Autoworkers resist plant closings

Published Feb 11, 2010 11:32 PM

As in the U.S., autoworkers in Europe are confronted with a capitalist restructuring agenda that involves plant closings and mass layoffs. Workers are fighting back on more than one front.


On Feb. 3, Italian autoworkers staged a four-
hour nationwide strike against Fiat at Termini
Imerese plant, which employs 1,400 workers
on the island of Sicily.

Upon learning on Jan. 21 that General Motors’ Opel division would close their assembly plant, union members in Antwerp, Belgium, blockaded the parking lot and prevented new vehicles from leaving the premises. As of this writing, round-the-clock picketing is still holding up vehicle transport.
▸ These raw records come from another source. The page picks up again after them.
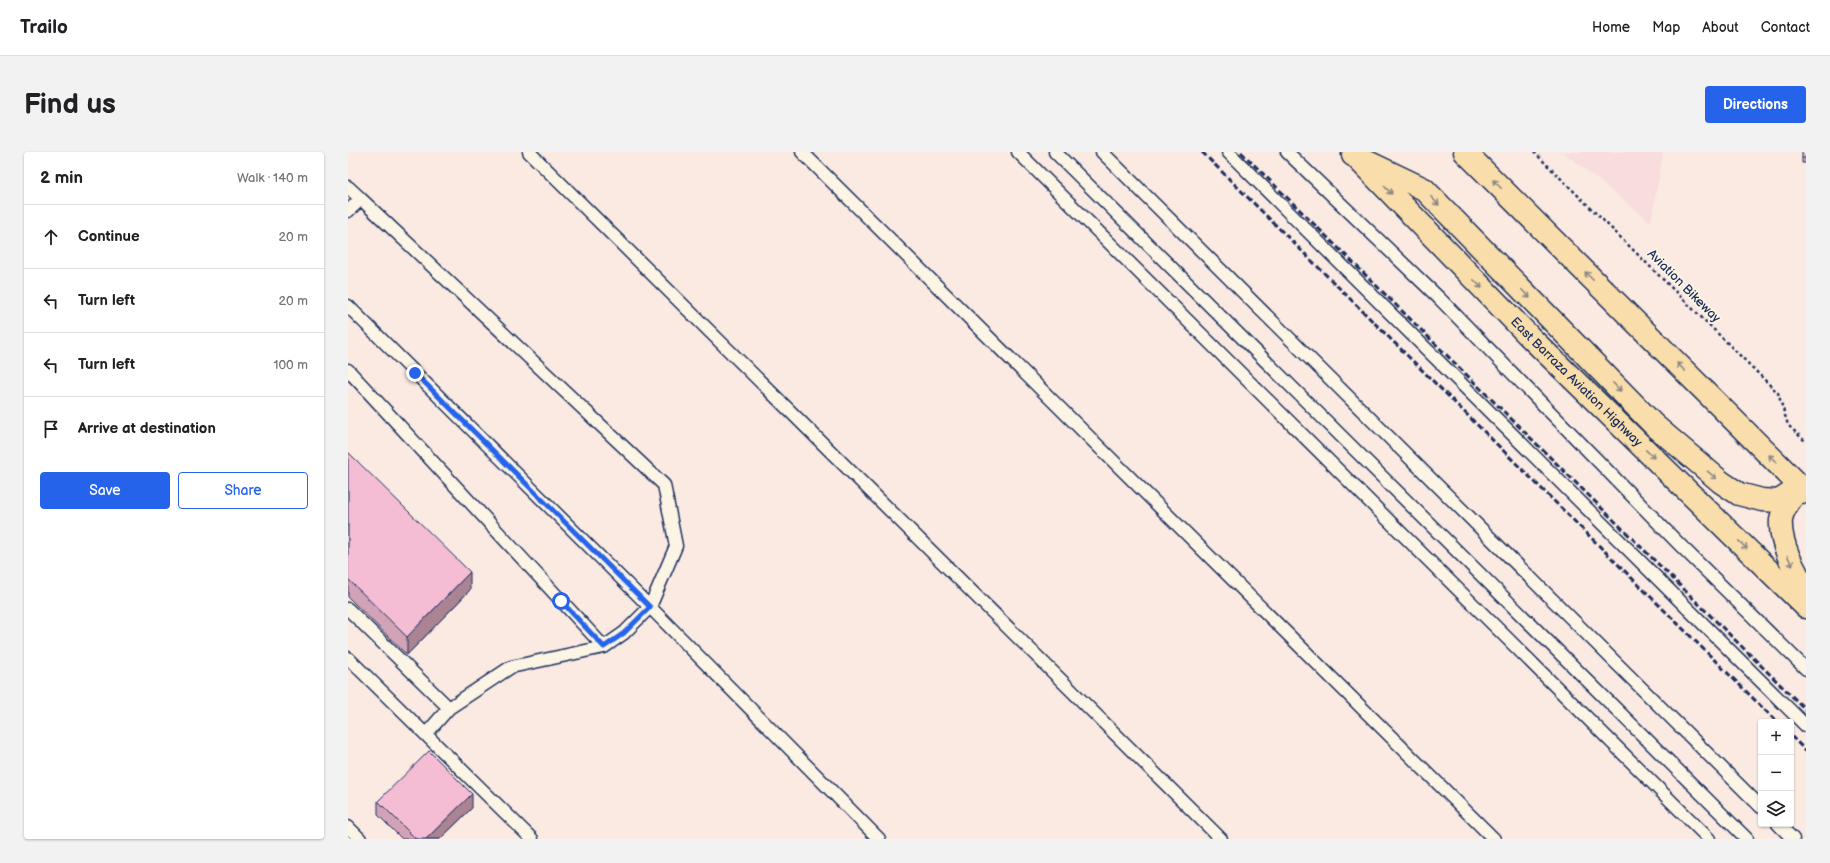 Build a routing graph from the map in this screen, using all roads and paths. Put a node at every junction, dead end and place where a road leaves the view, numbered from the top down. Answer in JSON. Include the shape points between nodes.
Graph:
{"nodes":[{"id":1,"x":529,"y":152,"type":"edge"},
{"id":2,"x":802,"y":152,"type":"edge"},
{"id":3,"x":1018,"y":152,"type":"edge"},
{"id":4,"x":1055,"y":152,"type":"edge"},
{"id":5,"x":1102,"y":152,"type":"edge"},
{"id":6,"x":1228,"y":152,"type":"edge"},
{"id":7,"x":1287,"y":152,"type":"edge"},
{"id":8,"x":1465,"y":152,"type":"edge"},
{"id":9,"x":1534,"y":152,"type":"edge"},
{"id":10,"x":1352,"y":153,"type":"edge"},
{"id":11,"x":348,"y":187,"type":"edge"},
{"id":12,"x":361,"y":199,"type":"junction"},
{"id":13,"x":348,"y":211,"type":"edge"},
{"id":14,"x":348,"y":306,"type":"edge"},
{"id":15,"x":348,"y":370,"type":"edge"},
{"id":16,"x":1806,"y":442,"type":"edge"},
{"id":17,"x":1803,"y":490,"type":"edge"},
{"id":18,"x":1806,"y":590,"type":"edge"},
{"id":19,"x":650,"y":607,"type":"junction"},
{"id":20,"x":1806,"y":607,"type":"edge"},
{"id":21,"x":348,"y":609,"type":"edge"},
{"id":22,"x":604,"y":647,"type":"junction"},
{"id":23,"x":348,"y":658,"type":"edge"},
{"id":24,"x":1806,"y":669,"type":"edge"},
{"id":25,"x":449,"y":708,"type":"junction"},
{"id":26,"x":1806,"y":726,"type":"edge"},
{"id":27,"x":426,"y":734,"type":"junction"},
{"id":28,"x":1758,"y":804,"type":"edge"},
{"id":29,"x":348,"y":827,"type":"edge"},
{"id":30,"x":1781,"y":827,"type":"edge"},
{"id":31,"x":360,"y":839,"type":"edge"},
{"id":32,"x":532,"y":839,"type":"edge"},
{"id":33,"x":879,"y":839,"type":"edge"},
{"id":34,"x":1221,"y":839,"type":"edge"},
{"id":35,"x":1494,"y":839,"type":"edge"},
{"id":36,"x":1709,"y":839,"type":"edge"},
{"id":37,"x":1747,"y":839,"type":"edge"},
{"id":38,"x":1793,"y":839,"type":"edge"}],
"edges":[{"from":1,"to":34,"type":"lane"},
{"from":2,"to":35,"type":"lane"},
{"from":3,"to":36,"type":"lane"},
{"from":4,"to":37,"type":"lane"},
{"from":5,"to":28,"type":"lane"},
{"from":6,"to":26,"type":"lane"},
{"from":7,"to":24,"type":"lane","via":[[1439,298],[1678,544]]},
{"from":17,"to":8,"type":"main road","one_way":true},
{"from":9,"to":16,"type":"path","name":"Aviation Bikeway","via":[[1778,393],[1788,425]]},
{"from":10,"to":17,"type":"main road","one_way":true,"via":[[1424,189],[1654,425],[1721,482],[1739,494],[1762,500],[1779,500]]},
{"from":10,"to":20,"type":"main road","name":"East Barraza Aviation Highway","one_way":true,"via":[[1529,336]]},
{"from":11,"to":12,"type":"lane"},
{"from":12,"to":13,"type":"lane"},
{"from":12,"to":19,"type":"lane","via":[[664,484],[676,546]]},
{"from":14,"to":19,"type":"lane"},
{"from":15,"to":22,"type":"lane"},
{"from":17,"to":18,"type":"main road","one_way":true,"via":[[1786,504],[1781,520],[1787,554]]},
{"from":19,"to":22,"type":"lane","via":[[624,633]]},
{"from":19,"to":33,"type":"lane"},
{"from":21,"to":25,"type":"lane"},
{"from":22,"to":25,"type":"lane","via":[[511,667]]},
{"from":23,"to":27,"type":"lane"},
{"from":25,"to":27,"type":"lane"},
{"from":27,"to":32,"type":"lane"},
{"from":29,"to":31,"type":"lane"},
{"from":30,"to":38,"type":"lane"}]}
The 2,600 workers at the Opel plant are outraged at GM’s decision to close their plant later this year. Recently workers agreed to take pay cuts, while the Belgian government assisted in the transatlantic GM bailout, to the tune of half a billion euros. For 85 years GM has made profits off the backs of the Antwerp workers.

The Labor Party of Belgium has launched a solidarity campaign, engaging in mass distribution of cards and signs with the slogan, “Don’t touch my job.” Thousands have signed an online petition in solidarity with the Belgian GM workers. (www.solidarityforopelantwerp.be)
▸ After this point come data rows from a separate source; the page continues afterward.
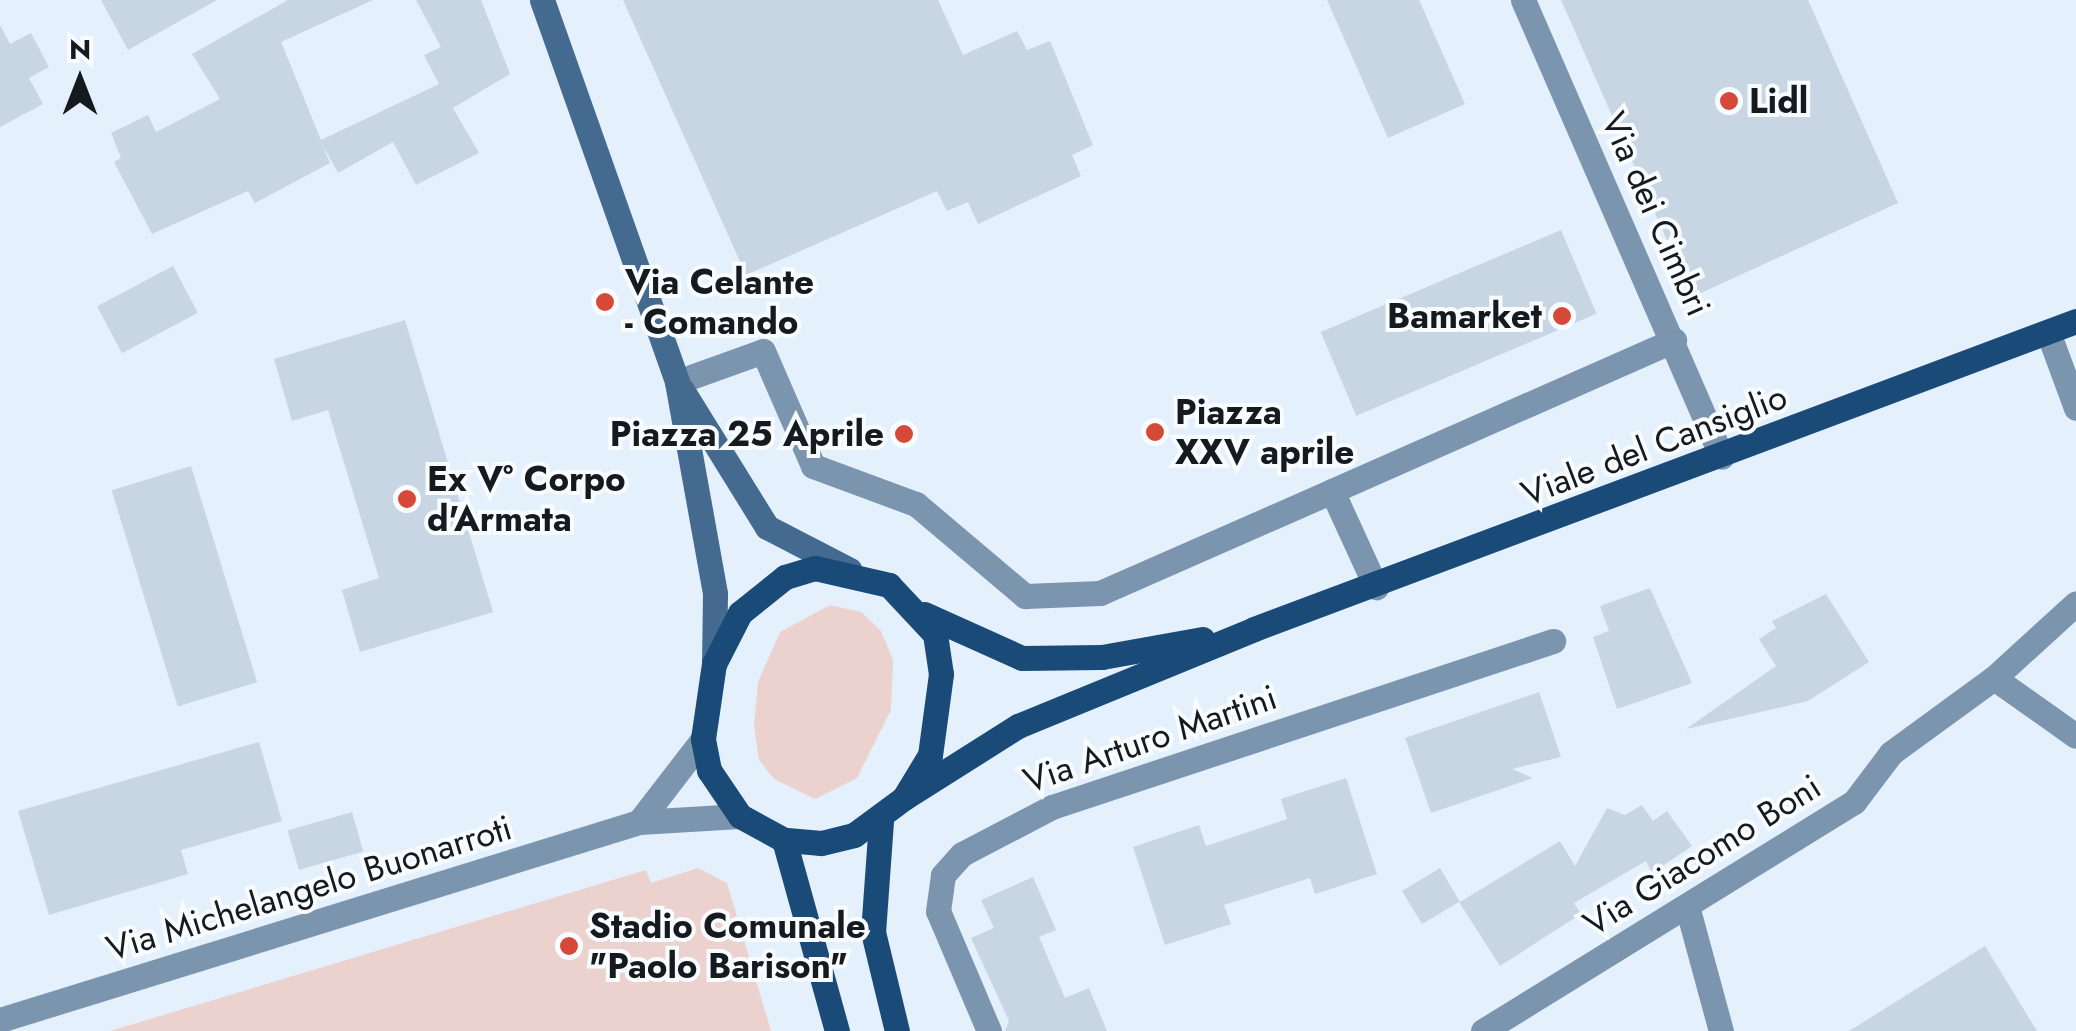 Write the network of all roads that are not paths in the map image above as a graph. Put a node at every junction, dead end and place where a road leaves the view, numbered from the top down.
1 (542, 0) edge
2 (1523, 0) edge
3 (2076, 322) edge
4 (2048, 332) junction
5 (1674, 340) junction
6 (677, 382) junction
7 (2076, 408) edge
8 (1722, 457) junction
9 (1332, 491) junction
10 (853, 572) junction
11 (1376, 588) junction
12 (2076, 602) edge
13 (920, 612) junction
14 (1254, 629) junction
15 (1553, 641) dead end
16 (714, 664) junction
17 (1994, 678) junction
18 (2076, 736) edge
19 (702, 739) junction
20 (904, 798) junction
21 (740, 816) junction
22 (881, 821) junction
23 (639, 822) junction
24 (784, 840) junction
25 (1687, 906) junction
26 (0, 1020) edge
27 (837, 1031) edge
28 (897, 1031) edge
29 (989, 1031) edge
30 (1483, 1031) edge
31 (1721, 1031) edge

1 - 6 main road
2 - 5 street, Via dei Cimbri
3 - 4 main road, Viale del Cansiglio
4 - 7 street
4 - 8 main road, Viale del Cansiglio
5 - 8 street, Via dei Cimbri
5 - 9 street
6 - 9 street
6 - 10 main road
6 - 16 main road
8 - 11 main road, Viale del Cansiglio
9 - 11 street
10 - 13 main road
10 - 16 main road
11 - 14 main road, Viale del Cansiglio
12 - 17 street, Via Giacomo Boni
13 - 14 main road, Viale del Cansiglio
13 - 20 main road
14 - 20 main road, Viale del Cansiglio
15 - 29 street, Via Arturo Martini
16 - 19 main road
17 - 18 street
17 - 25 street, Via Giacomo Boni
19 - 21 main road
19 - 23 street
20 - 22 main road
21 - 23 street, Via Michelangelo Buonarroti
21 - 24 main road
22 - 24 main road
22 - 28 main road
23 - 26 street, Via Michelangelo Buonarroti
24 - 27 main road
25 - 30 street, Via Giacomo Boni
25 - 31 street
The Opel workers were inspired by the two-week blockade of Anheuser-Busch InBev — maker of the world-famous Stella Artois beer — that succeeded in halting that company’s plans to axe 10 percent of the workforce.

Meanwhile, on Feb. 3 Italian autoworkers staged a four-hour nationwide strike to warn Fiat against closing the Termini Imerese plant, which employs 1,400 workers on the island of Sicily. This was the latest of a number of militant protests intended to keep the Sicilian plant open.

“Termini Imerese should not be shut down,” said union leader Gianni Rinaldini. “There is no overcapacity in Italy.” (Agence France-Presse, Feb. 3)

The Feb. 3 shutdown was the first strike affecting all of Fiat’s 80,000 Italian employees since 2004 — the year Sergio Marchionne became CEO and launched a “turnaround” plan to produce more vehicles with fewer workers. As the new CEO of Chrysler, Marchionne is closing plants and reducing the U.S. workforce as well.

Prompted by the determination of the Fiat workers to defend their right to their jobs, the Italian government is considering ending federal subsidies to the company unless it reverses the decision to close Termini Imerese.